**What is expected:** Scan the data below. Pull out each line where "effects" occurs.
Top of Records for the exercise
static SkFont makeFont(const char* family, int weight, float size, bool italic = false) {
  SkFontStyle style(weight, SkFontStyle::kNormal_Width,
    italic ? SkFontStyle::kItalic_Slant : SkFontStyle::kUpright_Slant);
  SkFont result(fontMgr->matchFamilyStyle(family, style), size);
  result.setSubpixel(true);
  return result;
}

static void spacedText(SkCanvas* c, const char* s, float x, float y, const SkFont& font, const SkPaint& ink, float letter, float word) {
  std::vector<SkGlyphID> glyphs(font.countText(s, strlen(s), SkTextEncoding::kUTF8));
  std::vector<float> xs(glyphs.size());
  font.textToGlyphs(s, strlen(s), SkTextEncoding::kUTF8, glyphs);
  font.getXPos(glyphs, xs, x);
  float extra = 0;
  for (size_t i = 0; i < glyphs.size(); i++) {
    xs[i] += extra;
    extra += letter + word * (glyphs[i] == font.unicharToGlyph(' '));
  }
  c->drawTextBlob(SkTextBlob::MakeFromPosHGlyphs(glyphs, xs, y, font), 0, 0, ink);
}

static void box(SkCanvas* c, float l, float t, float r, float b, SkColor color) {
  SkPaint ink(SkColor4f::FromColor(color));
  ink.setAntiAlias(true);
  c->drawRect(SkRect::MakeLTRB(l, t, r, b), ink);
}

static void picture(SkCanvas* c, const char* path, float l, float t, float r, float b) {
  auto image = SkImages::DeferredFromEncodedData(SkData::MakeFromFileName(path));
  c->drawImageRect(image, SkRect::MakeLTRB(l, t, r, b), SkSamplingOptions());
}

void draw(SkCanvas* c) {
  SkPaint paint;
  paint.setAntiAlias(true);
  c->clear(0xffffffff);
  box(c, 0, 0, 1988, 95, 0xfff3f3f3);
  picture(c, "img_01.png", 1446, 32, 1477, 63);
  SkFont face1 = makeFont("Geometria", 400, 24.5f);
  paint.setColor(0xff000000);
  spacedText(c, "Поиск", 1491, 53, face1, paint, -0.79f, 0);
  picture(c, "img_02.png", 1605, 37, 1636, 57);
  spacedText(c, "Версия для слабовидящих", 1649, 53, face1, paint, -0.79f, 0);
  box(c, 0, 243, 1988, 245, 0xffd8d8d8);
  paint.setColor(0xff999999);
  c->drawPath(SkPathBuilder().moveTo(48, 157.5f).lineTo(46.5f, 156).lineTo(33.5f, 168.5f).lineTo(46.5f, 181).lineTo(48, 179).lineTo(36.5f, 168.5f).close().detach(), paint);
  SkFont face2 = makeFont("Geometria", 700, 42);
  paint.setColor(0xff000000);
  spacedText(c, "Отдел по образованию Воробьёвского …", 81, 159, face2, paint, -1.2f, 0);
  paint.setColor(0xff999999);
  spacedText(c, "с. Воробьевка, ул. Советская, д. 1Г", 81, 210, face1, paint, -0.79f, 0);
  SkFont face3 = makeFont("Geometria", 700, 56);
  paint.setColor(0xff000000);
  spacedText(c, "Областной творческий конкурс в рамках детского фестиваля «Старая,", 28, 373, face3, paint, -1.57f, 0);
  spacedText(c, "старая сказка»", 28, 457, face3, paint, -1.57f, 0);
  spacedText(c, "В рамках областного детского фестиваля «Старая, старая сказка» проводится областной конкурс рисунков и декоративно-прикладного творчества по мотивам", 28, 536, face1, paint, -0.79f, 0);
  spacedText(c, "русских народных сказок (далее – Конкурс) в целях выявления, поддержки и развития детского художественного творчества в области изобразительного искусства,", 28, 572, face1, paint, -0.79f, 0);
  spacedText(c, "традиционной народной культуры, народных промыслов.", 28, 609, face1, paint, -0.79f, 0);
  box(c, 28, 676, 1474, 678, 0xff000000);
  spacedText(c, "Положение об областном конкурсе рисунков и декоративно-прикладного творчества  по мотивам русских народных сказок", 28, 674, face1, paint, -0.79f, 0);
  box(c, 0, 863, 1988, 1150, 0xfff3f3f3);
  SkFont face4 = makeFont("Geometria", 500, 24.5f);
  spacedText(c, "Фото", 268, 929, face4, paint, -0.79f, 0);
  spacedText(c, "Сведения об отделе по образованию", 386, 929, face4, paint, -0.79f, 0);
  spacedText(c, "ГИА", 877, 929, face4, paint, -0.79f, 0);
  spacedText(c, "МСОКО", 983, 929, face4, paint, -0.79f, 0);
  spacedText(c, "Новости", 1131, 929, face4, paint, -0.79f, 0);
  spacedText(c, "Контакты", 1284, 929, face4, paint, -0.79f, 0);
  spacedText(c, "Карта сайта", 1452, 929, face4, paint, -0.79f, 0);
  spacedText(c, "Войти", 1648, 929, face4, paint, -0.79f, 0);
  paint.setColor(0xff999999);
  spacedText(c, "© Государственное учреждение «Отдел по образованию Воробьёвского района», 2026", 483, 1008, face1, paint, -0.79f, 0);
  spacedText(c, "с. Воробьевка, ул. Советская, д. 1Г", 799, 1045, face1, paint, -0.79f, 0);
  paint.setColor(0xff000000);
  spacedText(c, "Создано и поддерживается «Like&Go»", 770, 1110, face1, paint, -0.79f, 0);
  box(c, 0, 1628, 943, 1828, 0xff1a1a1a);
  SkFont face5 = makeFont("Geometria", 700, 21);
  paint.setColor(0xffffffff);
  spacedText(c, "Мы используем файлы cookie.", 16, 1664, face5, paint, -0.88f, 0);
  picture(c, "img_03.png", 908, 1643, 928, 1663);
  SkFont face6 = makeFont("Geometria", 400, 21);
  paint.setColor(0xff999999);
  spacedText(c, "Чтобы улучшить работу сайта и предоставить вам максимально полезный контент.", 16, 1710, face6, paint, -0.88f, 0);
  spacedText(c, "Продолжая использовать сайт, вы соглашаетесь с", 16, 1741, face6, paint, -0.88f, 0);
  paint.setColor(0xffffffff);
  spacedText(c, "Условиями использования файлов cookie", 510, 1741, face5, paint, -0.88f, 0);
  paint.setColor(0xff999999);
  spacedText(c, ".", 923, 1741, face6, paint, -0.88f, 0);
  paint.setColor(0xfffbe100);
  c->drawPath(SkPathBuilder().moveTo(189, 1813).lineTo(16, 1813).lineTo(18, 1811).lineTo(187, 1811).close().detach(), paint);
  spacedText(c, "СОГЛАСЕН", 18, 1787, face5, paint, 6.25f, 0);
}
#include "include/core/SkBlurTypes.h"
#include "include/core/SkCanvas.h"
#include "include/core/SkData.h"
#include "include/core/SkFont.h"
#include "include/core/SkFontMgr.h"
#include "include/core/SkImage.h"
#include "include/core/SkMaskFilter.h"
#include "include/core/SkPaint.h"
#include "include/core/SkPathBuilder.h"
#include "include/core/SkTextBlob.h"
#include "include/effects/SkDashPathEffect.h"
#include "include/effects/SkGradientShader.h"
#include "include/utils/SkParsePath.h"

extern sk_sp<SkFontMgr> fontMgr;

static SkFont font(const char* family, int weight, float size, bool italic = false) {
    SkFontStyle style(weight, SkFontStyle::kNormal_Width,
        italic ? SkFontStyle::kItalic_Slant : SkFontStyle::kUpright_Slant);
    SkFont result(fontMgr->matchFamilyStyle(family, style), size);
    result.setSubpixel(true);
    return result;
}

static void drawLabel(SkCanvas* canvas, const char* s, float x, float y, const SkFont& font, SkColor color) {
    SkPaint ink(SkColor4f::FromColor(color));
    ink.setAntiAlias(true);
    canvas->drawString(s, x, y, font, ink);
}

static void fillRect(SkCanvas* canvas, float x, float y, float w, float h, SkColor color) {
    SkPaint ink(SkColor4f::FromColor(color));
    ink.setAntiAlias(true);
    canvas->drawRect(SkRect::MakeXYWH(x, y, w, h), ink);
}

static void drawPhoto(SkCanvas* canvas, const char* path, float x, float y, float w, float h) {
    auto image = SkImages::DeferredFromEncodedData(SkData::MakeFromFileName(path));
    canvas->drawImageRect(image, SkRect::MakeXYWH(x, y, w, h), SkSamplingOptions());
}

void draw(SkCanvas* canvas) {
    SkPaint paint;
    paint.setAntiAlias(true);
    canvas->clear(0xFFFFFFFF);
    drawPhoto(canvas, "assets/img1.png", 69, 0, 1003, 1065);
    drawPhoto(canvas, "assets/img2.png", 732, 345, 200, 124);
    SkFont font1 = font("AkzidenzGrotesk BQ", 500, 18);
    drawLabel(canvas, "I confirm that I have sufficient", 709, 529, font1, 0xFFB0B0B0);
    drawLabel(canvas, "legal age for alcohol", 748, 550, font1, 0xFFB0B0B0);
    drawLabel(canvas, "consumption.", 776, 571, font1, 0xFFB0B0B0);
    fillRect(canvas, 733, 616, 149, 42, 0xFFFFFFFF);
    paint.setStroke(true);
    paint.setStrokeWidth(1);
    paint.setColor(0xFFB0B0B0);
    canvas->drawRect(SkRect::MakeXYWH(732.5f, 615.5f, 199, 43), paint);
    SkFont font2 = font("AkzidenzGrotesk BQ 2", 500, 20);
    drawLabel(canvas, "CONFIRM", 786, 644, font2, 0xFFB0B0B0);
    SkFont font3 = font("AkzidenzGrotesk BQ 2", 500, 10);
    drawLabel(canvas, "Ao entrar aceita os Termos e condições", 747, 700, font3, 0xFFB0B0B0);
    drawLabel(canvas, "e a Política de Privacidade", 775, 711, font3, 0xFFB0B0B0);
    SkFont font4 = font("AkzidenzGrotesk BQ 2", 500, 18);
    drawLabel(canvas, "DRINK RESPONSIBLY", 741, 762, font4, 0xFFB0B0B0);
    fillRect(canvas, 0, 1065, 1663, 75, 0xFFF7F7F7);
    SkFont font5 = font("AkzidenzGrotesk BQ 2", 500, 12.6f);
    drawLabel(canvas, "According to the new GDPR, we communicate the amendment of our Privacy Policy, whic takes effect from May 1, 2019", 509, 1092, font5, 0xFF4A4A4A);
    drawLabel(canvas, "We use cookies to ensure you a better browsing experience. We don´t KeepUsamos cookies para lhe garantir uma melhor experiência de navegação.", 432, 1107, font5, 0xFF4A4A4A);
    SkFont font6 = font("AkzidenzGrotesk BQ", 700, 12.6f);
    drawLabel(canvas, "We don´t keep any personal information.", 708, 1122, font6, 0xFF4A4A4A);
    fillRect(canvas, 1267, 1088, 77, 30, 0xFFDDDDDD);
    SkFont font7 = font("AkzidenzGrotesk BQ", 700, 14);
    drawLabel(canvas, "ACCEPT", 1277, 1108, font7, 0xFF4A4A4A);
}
Bottom of Records for the exercise
**Response area:**
#include "include/effects/SkDashPathEffect.h"
#include "include/effects/SkGradientShader.h"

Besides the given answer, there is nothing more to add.